What you have to do: The entries below are to be reproduced in full, exactly as written.

Stored data entries:
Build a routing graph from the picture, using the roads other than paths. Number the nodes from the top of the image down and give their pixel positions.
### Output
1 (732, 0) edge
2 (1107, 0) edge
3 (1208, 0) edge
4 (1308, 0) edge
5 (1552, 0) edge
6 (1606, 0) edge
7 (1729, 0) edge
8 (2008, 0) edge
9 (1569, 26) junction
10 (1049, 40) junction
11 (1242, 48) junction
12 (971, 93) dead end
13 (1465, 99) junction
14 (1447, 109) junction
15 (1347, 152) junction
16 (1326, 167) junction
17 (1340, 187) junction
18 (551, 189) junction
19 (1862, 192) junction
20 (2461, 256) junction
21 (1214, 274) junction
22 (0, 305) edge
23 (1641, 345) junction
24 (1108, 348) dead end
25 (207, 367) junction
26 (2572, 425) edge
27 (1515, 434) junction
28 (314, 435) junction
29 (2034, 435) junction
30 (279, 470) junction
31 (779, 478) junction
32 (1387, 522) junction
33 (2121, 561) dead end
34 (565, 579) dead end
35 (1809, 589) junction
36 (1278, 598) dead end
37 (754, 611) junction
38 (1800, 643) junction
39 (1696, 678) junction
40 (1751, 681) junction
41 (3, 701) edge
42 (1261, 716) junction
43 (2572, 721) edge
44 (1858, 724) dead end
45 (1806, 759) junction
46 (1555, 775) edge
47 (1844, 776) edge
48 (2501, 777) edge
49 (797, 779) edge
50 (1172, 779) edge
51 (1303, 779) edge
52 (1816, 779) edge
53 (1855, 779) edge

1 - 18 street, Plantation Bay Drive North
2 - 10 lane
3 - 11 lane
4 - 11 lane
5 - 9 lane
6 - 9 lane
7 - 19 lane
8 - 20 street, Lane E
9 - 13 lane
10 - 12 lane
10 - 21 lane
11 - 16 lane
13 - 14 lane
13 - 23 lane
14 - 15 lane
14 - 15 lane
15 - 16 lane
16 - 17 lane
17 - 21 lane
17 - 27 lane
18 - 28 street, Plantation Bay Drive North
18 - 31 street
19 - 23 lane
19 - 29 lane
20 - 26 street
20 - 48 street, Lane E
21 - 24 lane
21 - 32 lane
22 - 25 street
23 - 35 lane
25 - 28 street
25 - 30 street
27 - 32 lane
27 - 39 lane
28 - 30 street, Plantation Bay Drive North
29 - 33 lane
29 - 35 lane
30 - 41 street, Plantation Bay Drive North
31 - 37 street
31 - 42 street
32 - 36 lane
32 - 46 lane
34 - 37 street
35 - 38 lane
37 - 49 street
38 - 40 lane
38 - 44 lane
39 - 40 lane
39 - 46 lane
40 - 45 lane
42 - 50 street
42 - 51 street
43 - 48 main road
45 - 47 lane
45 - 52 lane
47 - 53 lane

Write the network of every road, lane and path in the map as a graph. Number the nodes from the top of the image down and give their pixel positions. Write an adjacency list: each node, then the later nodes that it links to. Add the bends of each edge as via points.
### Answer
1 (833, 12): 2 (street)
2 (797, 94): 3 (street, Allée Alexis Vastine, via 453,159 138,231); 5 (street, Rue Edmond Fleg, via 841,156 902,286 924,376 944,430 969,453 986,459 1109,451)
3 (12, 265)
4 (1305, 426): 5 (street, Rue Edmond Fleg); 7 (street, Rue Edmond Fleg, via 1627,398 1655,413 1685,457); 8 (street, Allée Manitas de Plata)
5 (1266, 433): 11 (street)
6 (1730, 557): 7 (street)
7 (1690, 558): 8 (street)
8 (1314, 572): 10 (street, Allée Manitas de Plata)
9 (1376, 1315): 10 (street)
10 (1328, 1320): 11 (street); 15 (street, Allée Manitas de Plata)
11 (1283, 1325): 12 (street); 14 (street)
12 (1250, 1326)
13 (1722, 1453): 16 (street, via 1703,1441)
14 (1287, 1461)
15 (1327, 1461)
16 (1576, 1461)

Result for this task:
Build a routing graph from the picture, using the roads other than paths. Number the nodes from the top of the image down and give their pixel positions.
### Output
1 (732, 0) edge
2 (1107, 0) edge
3 (1208, 0) edge
4 (1308, 0) edge
5 (1552, 0) edge
6 (1606, 0) edge
7 (1729, 0) edge
8 (2008, 0) edge
9 (1569, 26) junction
10 (1049, 40) junction
11 (1242, 48) junction
12 (971, 93) dead end
13 (1465, 99) junction
14 (1447, 109) junction
15 (1347, 152) junction
16 (1326, 167) junction
17 (1340, 187) junction
18 (551, 189) junction
19 (1862, 192) junction
20 (2461, 256) junction
21 (1214, 274) junction
22 (0, 305) edge
23 (1641, 345) junction
24 (1108, 348) dead end
25 (207, 367) junction
26 (2572, 425) edge
27 (1515, 434) junction
28 (314, 435) junction
29 (2034, 435) junction
30 (279, 470) junction
31 (779, 478) junction
32 (1387, 522) junction
33 (2121, 561) dead end
34 (565, 579) dead end
35 (1809, 589) junction
36 (1278, 598) dead end
37 (754, 611) junction
38 (1800, 643) junction
39 (1696, 678) junction
40 (1751, 681) junction
41 (3, 701) edge
42 (1261, 716) junction
43 (2572, 721) edge
44 (1858, 724) dead end
45 (1806, 759) junction
46 (1555, 775) edge
47 (1844, 776) edge
48 (2501, 777) edge
49 (797, 779) edge
50 (1172, 779) edge
51 (1303, 779) edge
52 (1816, 779) edge
53 (1855, 779) edge

1 - 18 street, Plantation Bay Drive North
2 - 10 lane
3 - 11 lane
4 - 11 lane
5 - 9 lane
6 - 9 lane
7 - 19 lane
8 - 20 street, Lane E
9 - 13 lane
10 - 12 lane
10 - 21 lane
11 - 16 lane
13 - 14 lane
13 - 23 lane
14 - 15 lane
14 - 15 lane
15 - 16 lane
16 - 17 lane
17 - 21 lane
17 - 27 lane
18 - 28 street, Plantation Bay Drive North
18 - 31 street
19 - 23 lane
19 - 29 lane
20 - 26 street
20 - 48 street, Lane E
21 - 24 lane
21 - 32 lane
22 - 25 street
23 - 35 lane
25 - 28 street
25 - 30 street
27 - 32 lane
27 - 39 lane
28 - 30 street, Plantation Bay Drive North
29 - 33 lane
29 - 35 lane
30 - 41 street, Plantation Bay Drive North
31 - 37 street
31 - 42 street
32 - 36 lane
32 - 46 lane
34 - 37 street
35 - 38 lane
37 - 49 street
38 - 40 lane
38 - 44 lane
39 - 40 lane
39 - 46 lane
40 - 45 lane
42 - 50 street
42 - 51 street
43 - 48 main road
45 - 47 lane
45 - 52 lane
47 - 53 lane

Write the network of every road, lane and path in the map as a graph. Number the nodes from the top of the image down and give their pixel positions. Write an adjacency list: each node, then the later nodes that it links to. Add the bends of each edge as via points.
### Answer
1 (833, 12): 2 (street)
2 (797, 94): 3 (street, Allée Alexis Vastine, via 453,159 138,231); 5 (street, Rue Edmond Fleg, via 841,156 902,286 924,376 944,430 969,453 986,459 1109,451)
3 (12, 265)
4 (1305, 426): 5 (street, Rue Edmond Fleg); 7 (street, Rue Edmond Fleg, via 1627,398 1655,413 1685,457); 8 (street, Allée Manitas de Plata)
5 (1266, 433): 11 (street)
6 (1730, 557): 7 (street)
7 (1690, 558): 8 (street)
8 (1314, 572): 10 (street, Allée Manitas de Plata)
9 (1376, 1315): 10 (street)
10 (1328, 1320): 11 (street); 15 (street, Allée Manitas de Plata)
11 (1283, 1325): 12 (street); 14 (street)
12 (1250, 1326)
13 (1722, 1453): 16 (street, via 1703,1441)
14 (1287, 1461)
15 (1327, 1461)
16 (1576, 1461)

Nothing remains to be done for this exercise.